In Photo 1, it looks like you used an on-camera flash and the light hit the white wall and fell off on the sides and bottom of the photo. Try shooting with the camera on a tripod and NO flash. If you can set you camera to manual, meter off the green part of the image, set the camera to those settings, and compose the shot. Then, try shooting with the flash on, but softened with a piece of tissue paper or bounced off the ceiling or light wall. You will have to add 1-2 stops to your exposure. Experiment to see which one looks best.



In Photo 2 it looks like the camera metered off a lighter area. Maybe by metering off the grey colored building in the right hand corner, you would have had a better exposure with details in the highlights and shadows. Sometimes with a very contrasty scene, you will have to let either the highlights blow out or let the shadows go dark. The human eye and brain is accostomed to seeing dark in the shadows, so I would let the shadows be darker and try to get details in the highlights.



I like the church in Photo 3. It is very beautiful and has a great design. I would try to meter off the brown door where the sunlight hits it. That would be a mid-toned color and should give you your best exposure. If possible, try to get inside the fence. I think this image would be great without the fence, sidewalk and other objects that could be distracting. And, I agree with the others to straighten out the image. In most compositions, horizons should be straight. It is more pleasing to the viewer. But, of course, rules can be broken!!



Keep shooting and try every angle and composition you can think of with each subject or scene you want to shoot. Also, try a vertical and horizontal of the same subject/scene.

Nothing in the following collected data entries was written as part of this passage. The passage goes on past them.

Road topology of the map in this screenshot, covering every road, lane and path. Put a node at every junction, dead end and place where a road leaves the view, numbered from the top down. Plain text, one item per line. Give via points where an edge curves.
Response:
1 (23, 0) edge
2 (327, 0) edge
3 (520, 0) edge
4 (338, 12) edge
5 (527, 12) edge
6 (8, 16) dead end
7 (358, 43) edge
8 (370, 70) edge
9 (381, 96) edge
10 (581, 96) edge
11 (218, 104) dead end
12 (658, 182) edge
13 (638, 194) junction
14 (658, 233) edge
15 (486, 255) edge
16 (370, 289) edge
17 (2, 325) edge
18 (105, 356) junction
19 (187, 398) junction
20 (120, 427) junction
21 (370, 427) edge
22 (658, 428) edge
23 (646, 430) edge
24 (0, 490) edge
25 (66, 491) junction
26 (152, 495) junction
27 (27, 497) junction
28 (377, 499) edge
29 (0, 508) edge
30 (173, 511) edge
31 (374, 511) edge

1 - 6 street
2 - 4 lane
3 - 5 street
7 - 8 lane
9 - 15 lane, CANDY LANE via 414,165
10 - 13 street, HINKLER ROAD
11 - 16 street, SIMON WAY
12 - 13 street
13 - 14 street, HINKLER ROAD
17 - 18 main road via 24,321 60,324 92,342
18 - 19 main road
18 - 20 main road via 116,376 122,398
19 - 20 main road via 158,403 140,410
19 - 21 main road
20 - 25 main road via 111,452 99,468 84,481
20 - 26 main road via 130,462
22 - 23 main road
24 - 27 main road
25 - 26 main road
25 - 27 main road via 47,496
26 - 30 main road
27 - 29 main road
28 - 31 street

It's surprising to see how different a scene will look when you turn the camera. Also, place your subjects off center, high in the frame, or low in the frame.



There are a couple of good books that could help you with exposure and compositional elements. One is "Perfect Exposure" by Jim Zuckerman. He tells you how he shot and metered each image in the book. Also, he put circles on the part of the photo he metered from. Bryan Peterson has two excellent books: "Understanding Exposure" and "Learning To See Creatively". I have taken classes with both of these photographers and they give excellent advice and their photos are some of the best you will see. In class, Bryan would always ask if we did the horizontal shot before or after we took the vertical one!
Canon 7D, Canon 20D, Canon SX20 IS, Canon SX10 IS, Canon S3 ...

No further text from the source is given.